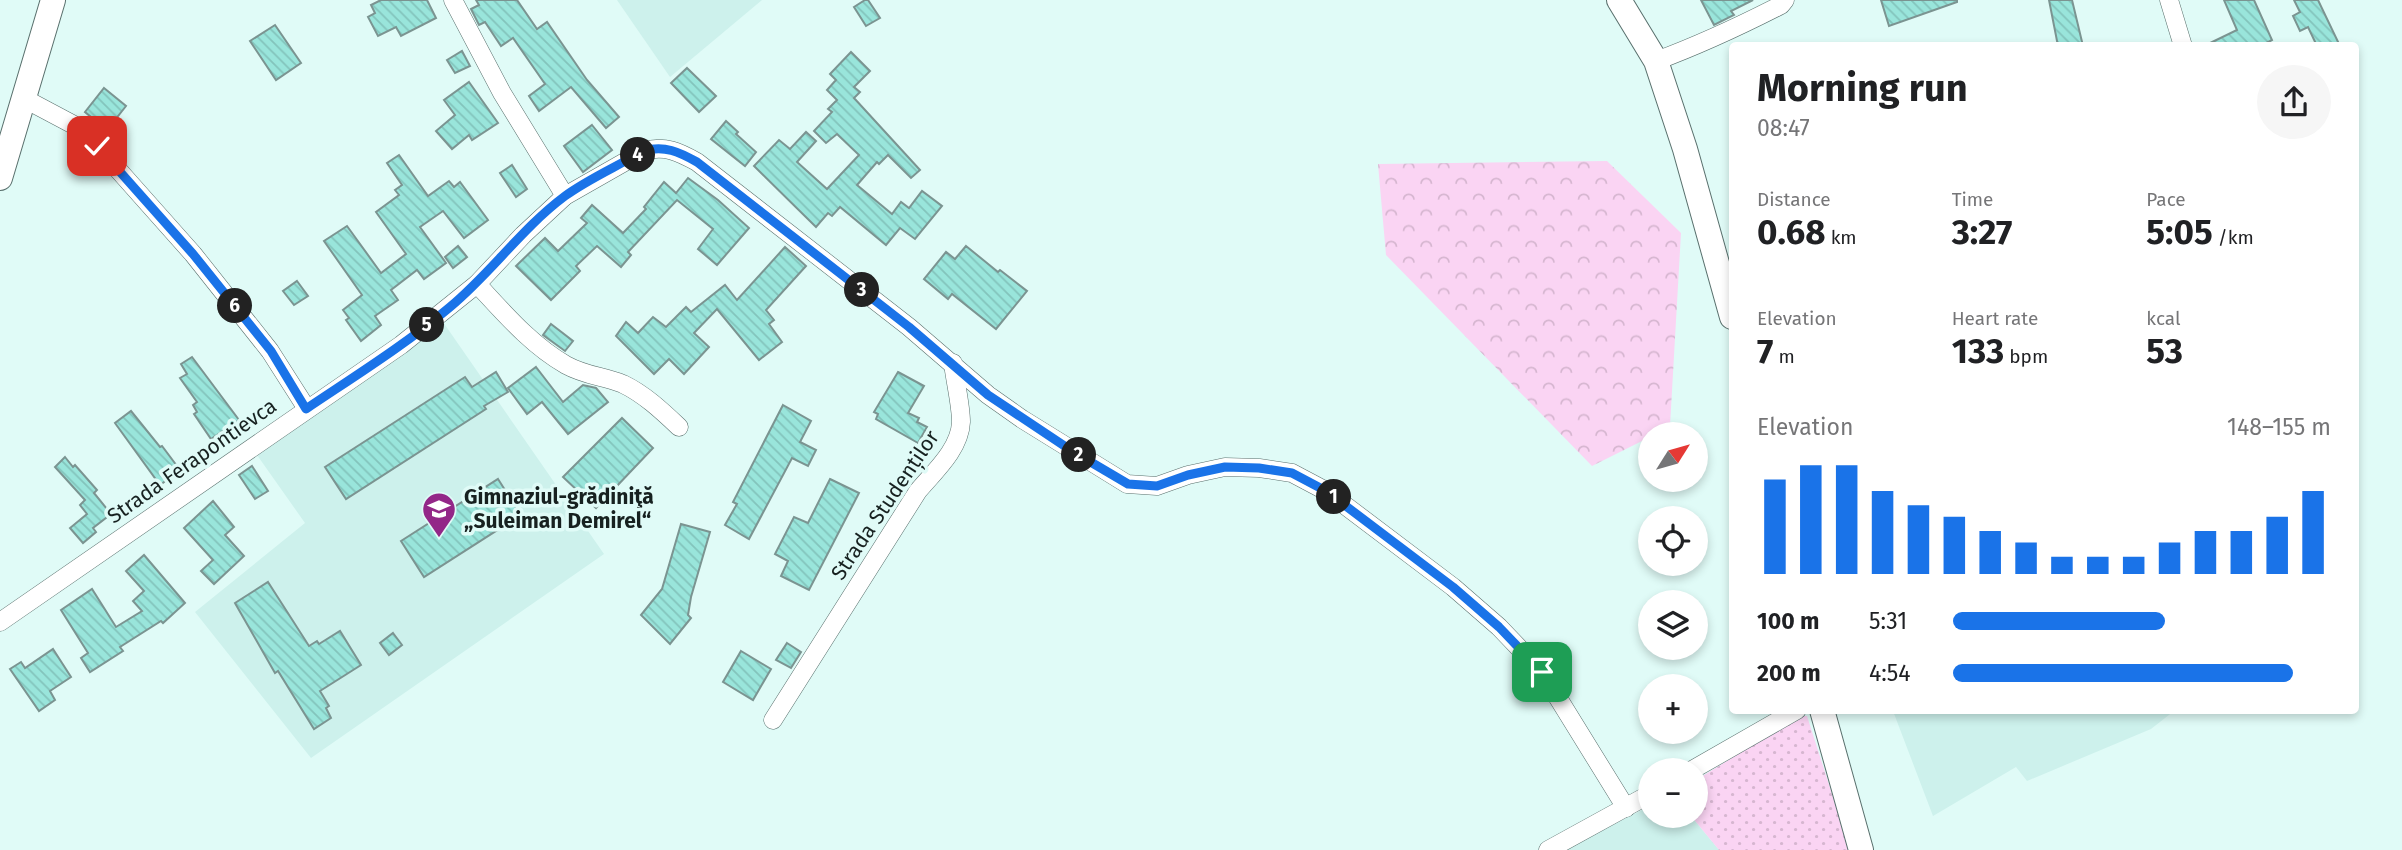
<!DOCTYPE html>
<html lang="en">
<head>
<meta charset="utf-8">
<style>
	body { margin:0; font-family:"Fira Sans",sans-serif; background:#f6f6f6; color:#202124; height:100vh; display:flex; flex-direction:column; font-size:26px; white-space:nowrap }
	* { box-sizing:border-box; margin:0 }
	p { font-size:23px; color:#757577 }
	.icon { flex:none; width:38px; height:38px; fill:none; stroke:currentColor; stroke-width:2; stroke-linecap:round; stroke-linejoin:round }
	.map { position:relative; flex:1; overflow:hidden }
	.sheet { position:absolute; left:1729px; top:42px; width:630px; height:672px; display:flex; flex-direction:column; background:#fff; border-radius:7px; box-shadow:0 4px 10px #0003 }
	.sheet>* { flex:none }
	.needle { width:46px; rotate:53deg }
	.fabs { position:absolute; left:1638px; top:422px; display:grid; gap:14px }
	.fabs a { display:grid; place-items:center; width:70px; height:70px; border-radius:50%; background:#fff; box-shadow:0 4px 10px #0003; font-size:35px }
	.pin { position:absolute; display:grid; place-items:center; width:60px; height:60px; color:#fff; margin:-30px; border-radius:14px; box-shadow:0 4px 10px #0006 }
	.km { position:absolute; width:35px; height:35px; margin:-18px; border-radius:50%; background:#222; color:#fff; font-size:19px; line-height:35px; text-align:center }
	.round { display:grid; place-items:center; flex:none; width:74px; height:74px; border-radius:37px; background:#f6f6f6 }
	.headline { display:flex; align-items:center; justify-content:space-between; height:119px; padding:0 28px }
	h1 { font-size:38px; font-weight:700; line-height:52px }
	.figures { display:grid; grid-template-columns:repeat(3,1fr); gap:10px; height:119px; padding:7px 28px }
	.figures div { display:grid; align-content:center }
	.figures b { font-size:35px; font-weight:700 }
	.figures small { font-size:19px; font-weight:400 }
	.figures p { font-size:19px }
	.chart { height:196px; padding:14px 28px }
	.chart p { display:flex; justify-content:space-between }
	.chart svg { width:100%; height:126px; margin-top:7px; stroke:#1a73e8; stroke-width:6 }
	ul { padding:0 28px; list-style:none; font-size:23px }
	li { display:grid; grid-template-columns:112px 84px 1fr; align-items:center; height:52px }
	li i { height:18px; border-radius:9px; background:#1a73e8 }
	.map>svg:first-child { display:block }
	.built { fill:#cdf1ec }
	.grass { fill:url(#grass-dots) }
	.forest { fill:url(#forest-crowns) }
	.building { fill:url(#building-back-hatch); stroke:#7b9491; stroke-width:2 }
	.lines { fill:none; stroke-linecap:round; stroke-linejoin:round }
	.street-casing { stroke:#59706d; stroke-width:19 }
	.secondary-casing { stroke:#59706d; stroke-width:26 }
	.street { stroke:#fff; stroke-width:18 }
	.secondary { stroke:#fff; stroke-width:24 }
	.route-casing { stroke:#fff; stroke-width:14 }
	.route { stroke:#1a73e8; stroke-width:9 }
	.labels { text-anchor:middle; stroke-width:7; stroke-linejoin:round; paint-order:stroke }
	.street-label { font-size:21px; fill:#172120; stroke:#e0fbf7 }
	.poi-label { font-size:21px; font-weight:bold; fill:#172120; stroke:#e0fbf7; text-anchor:start }
</style>
</head>
<body>
<div class="map">
<svg width="2402" height="850" viewBox="0 0 2402 850">
	<defs>
		<pattern id="grass-dots" width="8" height="8" patternUnits="userSpaceOnUse" patternTransform="scale(1.75)"><rect width="8" height="8" fill="#fad4f3"/><path d="M2 2h.1M6 6h.1" fill="none" stroke="#d6b6d0" stroke-width="1.8" stroke-linecap="round"/></pattern>
		<pattern id="forest-crowns" width="20" height="18" patternUnits="userSpaceOnUse" patternTransform="scale(1.75)"><rect width="20" height="18" fill="#fad4f3"/><path d="M2 6a3 3 0 1 1 6 0M12 15a3 3 0 1 1 6 0" fill="none" stroke="#d6b6d0"/></pattern>
		<pattern id="building-back-hatch" width="6" height="6" patternUnits="userSpaceOnUse" patternTransform="scale(1.75)"><rect width="6" height="6" fill="#99e5db"/><path d="M-1 5l2 2M0 0l6 6M5-1l2 2" fill="none" stroke="#83c4bc"/></pattern>
	</defs>
	<rect width="100%" height="100%" fill="#e0fbf7"/>
	<g class="built">
		<path d="M617 0H762L670 77Z"/>
		<path d="M443 322 604 554 311 758 195 612 305 523 257 455Z"/>
		<path d="M1893 711H2174L2151 729 2027 781 2016 767 1933 816Z"/>
		<path d="M1650 806V816H1691L1719 850H1564Z"/>
	</g>
	<path class="grass" d="M1800 716H1807L1850 850H1719L1691 816H1696V780Z"/>
	<path class="forest" d="M1607 161 1681 233 1670 426 1655 434H1650V437L1592 466 1386 255 1378 164Z"/>
	<g class="building">
		<path d="M381 0H427L436 18 401 36 396 27 378 36 368 17 375 13 371 5Z"/>
		<path d="M476 0H517L537 29 547 22 587 80 619 117 606 128 571 87 539 111 529 96 545 84 513 38 501 46 485 22 479 25 471 9 479 5Z"/>
		<path d="M865 0H868L880 18 866 26 854 7Z"/>
		<path d="M1701 0H1753L1731 11 1734 15 1714 25Z"/>
		<path d="M1881 0H1957V2L1889 26Z"/>
		<path d="M2049 0H2072L2083 46H2058Z"/>
		<path d="M2224 0H2254L2272 40 2261 46H2204L2237 30Z"/>
		<path d="M2294 0H2318L2340 46H2317L2308 27 2300 31 2293 16 2300 12Z"/>
		<path d="M275 25 301 63 276 80 250 41Z"/>
		<path d="M462 51 470 66 455 73 447 60Z"/>
		<path d="M851 52 870 71 854 87 860 92 854 98 920 170 911 178 888 155 879 164 877 162 857 185 892 214 901 202 909 208 922 191 942 206 915 239 900 228 886 245 840 207 832 216 828 213 816 227 754 166 779 140 790 149 806 132 816 141 797 162 827 189 859 155 837 134 826 143 814 131 832 112 828 109 837 100 827 90 836 80 830 74Z"/>
		<path d="M687 68 716 96 699 112 671 83Z"/>
		<path d="M469 82 498 123 472 140 469 135 452 149 436 131 455 115 444 100Z"/>
		<path d="M104 88 126 106 107 130 85 112Z"/>
		<path d="M726 121 738 132 736 134 756 152 745 166 711 139Z"/>
		<path d="M592 125 612 150 583 172 564 146Z"/>
		<path d="M399 155 428 196 449 181 454 187 460 182 488 220 464 238 443 211 420 227 446 263 424 279 417 270 391 290 398 300 375 316 381 325 361 341 346 320 349 318 343 310 362 295 324 241 347 226 381 273 406 254 376 212 399 195 395 190 402 185 387 163Z"/>
		<path d="M512 165 527 189 516 197 500 173Z"/>
		<path d="M688 178 718 200 749 228 717 265 698 249 713 229 677 200 628 252 631 255 621 267 597 246 576 266 580 271 551 300 516 266 545 238 558 251 587 223 581 218 592 205 623 233 646 209 644 207 664 182 676 193Z"/>
		<path d="M458 246 467 257 453 268 445 257Z"/>
		<path d="M966 246 998 272 1000 270 1027 291 996 329 952 294 948 299 924 279 946 252 955 259Z"/>
		<path d="M785 247 806 266 766 310 774 320 769 324 782 342 759 360 717 309 694 333 709 347 684 374 669 359 654 374 616 336 626 322 638 333 653 317 666 327 686 307 691 312 725 285 737 300Z"/>
		<path d="M297 281 308 296 294 305 283 291Z"/>
		<path d="M551 324 573 341 565 351 543 335Z"/>
		<path d="M192 357 239 420 211 439 194 414 197 412 193 405 197 402 180 378 187 374 181 364Z"/>
		<path d="M536 367 563 402 583 385 596 388 608 402 568 434 542 402 527 414 508 388Z"/>
		<path d="M496 372 508 392 484 406 486 409 346 499 325 467 465 377 472 387Z"/>
		<path d="M898 372 924 386 908 413 919 418 917 422 927 427 918 443 876 419 878 414 874 412Z"/>
		<path d="M783 405 811 421 800 442 816 450 808 466 792 458 749 539 725 525 737 504 733 502Z"/>
		<path d="M131 411 160 447 162 446 180 470 160 485 115 423Z"/>
		<path d="M622 418 653 448 596 508 563 477Z"/>
		<path d="M65 457 73 467 75 465 97 490 94 493 111 514 93 528 96 532 83 543 70 528 87 514 80 505 85 500 55 467Z"/>
		<path d="M252 466 268 491 255 499 239 475Z"/>
		<path d="M498 479 521 515 424 577 401 541Z"/>
		<path d="M830 479 859 493 809 590 781 576 788 561 775 554 794 517 808 523Z"/>
		<path d="M213 501 234 527 225 535 244 556 214 584 201 571 213 560 184 528Z"/>
		<path d="M681 524 710 532 691 597 688 615 691 618 670 644 641 615 662 589Z"/>
		<path d="M144 555 185 603 163 623 161 621 120 647 123 651 90 672 81 658 88 653 61 610 92 589 116 627 142 611 133 601 144 591 126 571Z"/>
		<path d="M268 582 309 646 317 641 319 644 340 631 361 665 320 691 329 706 326 708 331 718 314 729 278 671 275 673 235 603Z"/>
		<path d="M393 633 402 645 389 655 380 643Z"/>
		<path d="M787 643 801 652 791 668 776 660Z"/>
		<path d="M53 649 71 677 50 691 55 700 39 711 10 669 21 662 25 668Z"/>
		<path d="M741 651 771 669 753 700 723 682Z"/>
	</g>
	<g class="lines">
		<g class="street-casing">
			<g id="street">
				<path d="M453 0 502 93 565 196"/>
				<path d="M2169 0 2183 46"/>
				<path d="M1656 61C1699 45 1740 26 1781 5L1785 0"/>
				<path d="M23 98 72 124 97 146 193 254 270 351 307 409"/>
				<path d="M477 284C504 313 531 345 566 365 586 376 603 376 623 384 644 394 662 411 679 427"/>
				<path d="M0 622 401 345 477 284 523 235 565 196 644 151C665 145 679 152 697 162L909 327 988 395 1022 419 1127 484 1157 486 1188 475 1225 467 1259 468 1292 473 1326 491 1453 587 1499 627 1542 672 1626 808"/>
				<path d="M773 720 918 491C934 472 960 449 961 422 961 405 955 381 953 363"/>
				<path d="M1692 770 1797 710"/>
				<path d="M1548 850 1650 794"/>
			</g>
		</g>
		<g class="secondary-casing">
			<g id="secondary">
				<path d="M1619 0 1656 61 1685 149 1732 317"/>
				<path d="M0 178 53 0"/>
				<path d="M1822 710 1861 850"/>
			</g>
		</g>
		<use href="#street" class="street"/>
		<use href="#secondary" class="secondary"/>
	</g>
	<g class="lines">
		<g class="route-casing">
			<path id="route" d="M97 146 193 254 271 351 306 409C355 376 405 345 450 307 491 273 522 228 565 196 588 179 618 166 643 151 665 145 679 152 697 162L909 327 988 395 1072 451 1128 484 1157 486 1188 475 1225 467 1259 468 1292 473 1326 491 1453 587 1499 627 1542 672"/>
		</g>
		<use href="#route" class="route"/>
	</g>
	<defs>
		<g id="school-pin" transform="scale(1.75)"><path d="M0 17L-7.5 6A9.5 9.5 0 1 1 7.5 6Z" fill="#932788" stroke="#e0fbf7"/><path d="M0-5L7-2L0 1L-7-2ZM-4 1L0 2.5L4 1V4Q0 6-4 4Z" fill="#fff"/></g>
	</defs>
	<g fill-rule="evenodd">
		<use href="#school-pin" x="439" y="509"/>
	</g>
	<g class="labels">
		<g class="street-label">
			<text transform="translate(192 461) rotate(-35)" y="7">Strada Ferapontievca</text>
			<text transform="translate(885 505) rotate(-56)" y="7">Strada Studenților</text>
		</g>
		<g class="poi-label">
			<text x="464" y="504">Gimnaziul-grădiniţă<tspan x="464" dy="24">„Suleiman Demirel“</tspan></text>
		</g>
	</g>
</svg>
<div class="fabs">
<a><svg class="needle" viewBox="-14 -14 28 28"><path d="M0-13l5 13h-10z" fill="#e53935"/><path d="M0 13l5-13h-10z" fill="#757577"/></svg></a>
<a><svg class="icon" aria-label="locate" viewBox="0 0 24 24"><circle cx="12" cy="12" r="6"/><path d="M12 2v4M12 18v4M2 12h4M18 12h4"/></svg></a>
<a><svg class="icon" aria-label="layers" viewBox="0 0 24 24"><path d="M12 4l9 5-9 5-9-5zM3 14l9 5 9-5"/></svg></a>
<a>+</a>
<a>−</a>
</div>
<div class="pin" style="left:1542px;top:672px;background:#1e9e55"><svg class="icon" aria-label="arrive" viewBox="0 0 24 24"><path d="M6 21V4h12l-3 4 3 4H6"/></svg></div>
<div class="pin" style="left:97px;top:146px;background:#d93025"><svg class="icon" aria-label="check" viewBox="0 0 24 24"><path d="M5 12l5 5 9-10"/></svg></div>
<b class="km" style="left:1334px;top:497px">1</b>
<b class="km" style="left:1079px;top:455px">2</b>
<b class="km" style="left:862px;top:290px">3</b>
<b class="km" style="left:638px;top:155px">4</b>
<b class="km" style="left:427px;top:325px">5</b>
<b class="km" style="left:235px;top:306px">6</b>
<section class="sheet">
<div class="headline"><div><h1>Morning run</h1><p>08:47</p></div><a class="round"><svg class="icon" aria-label="share" viewBox="0 0 24 24"><path d="M12 15V3M7 8l5-5 5 5M5 13v7h14v-7"/></svg></a></div>
<div class="figures">
<div><p>Distance</p><b>0.68<small> km</small></b></div>
<div><p>Time</p><b>3:27</b></div>
<div><p>Pace</p><b>5:05<small> /km</small></b></div>
</div>
<div class="figures">
<div><p>Elevation</p><b>7<small> m</small></b></div>
<div><p>Heart rate</p><b>133<small> bpm</small></b></div>
<div><p>kcal</p><b>53</b></div>
</div>
<div class="chart"><p><span>Elevation</span>148–155 m</p>
<svg viewBox="0 0 160 44" preserveAspectRatio="none"><path d="M5 44V11M15 44V6M25 44V6M35 44V15M45 44V20M55 44V24M65 44V29M75 44V33M85 44V38M95 44V38M105 44V38M115 44V33M125 44V29M135 44V29M145 44V24M155 44V15"/></svg>
</div>
<ul>
<li><b>100 m</b>5:31<i style="width:56%"></i></li>
<li><b>200 m</b>4:54<i style="width:90%"></i></li>
</ul>
</section>
</div>
</body>
</html>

● ● ●

Using the listing above, say how many of its lines contain "padding", and give no other words.

▸ Exercise response
4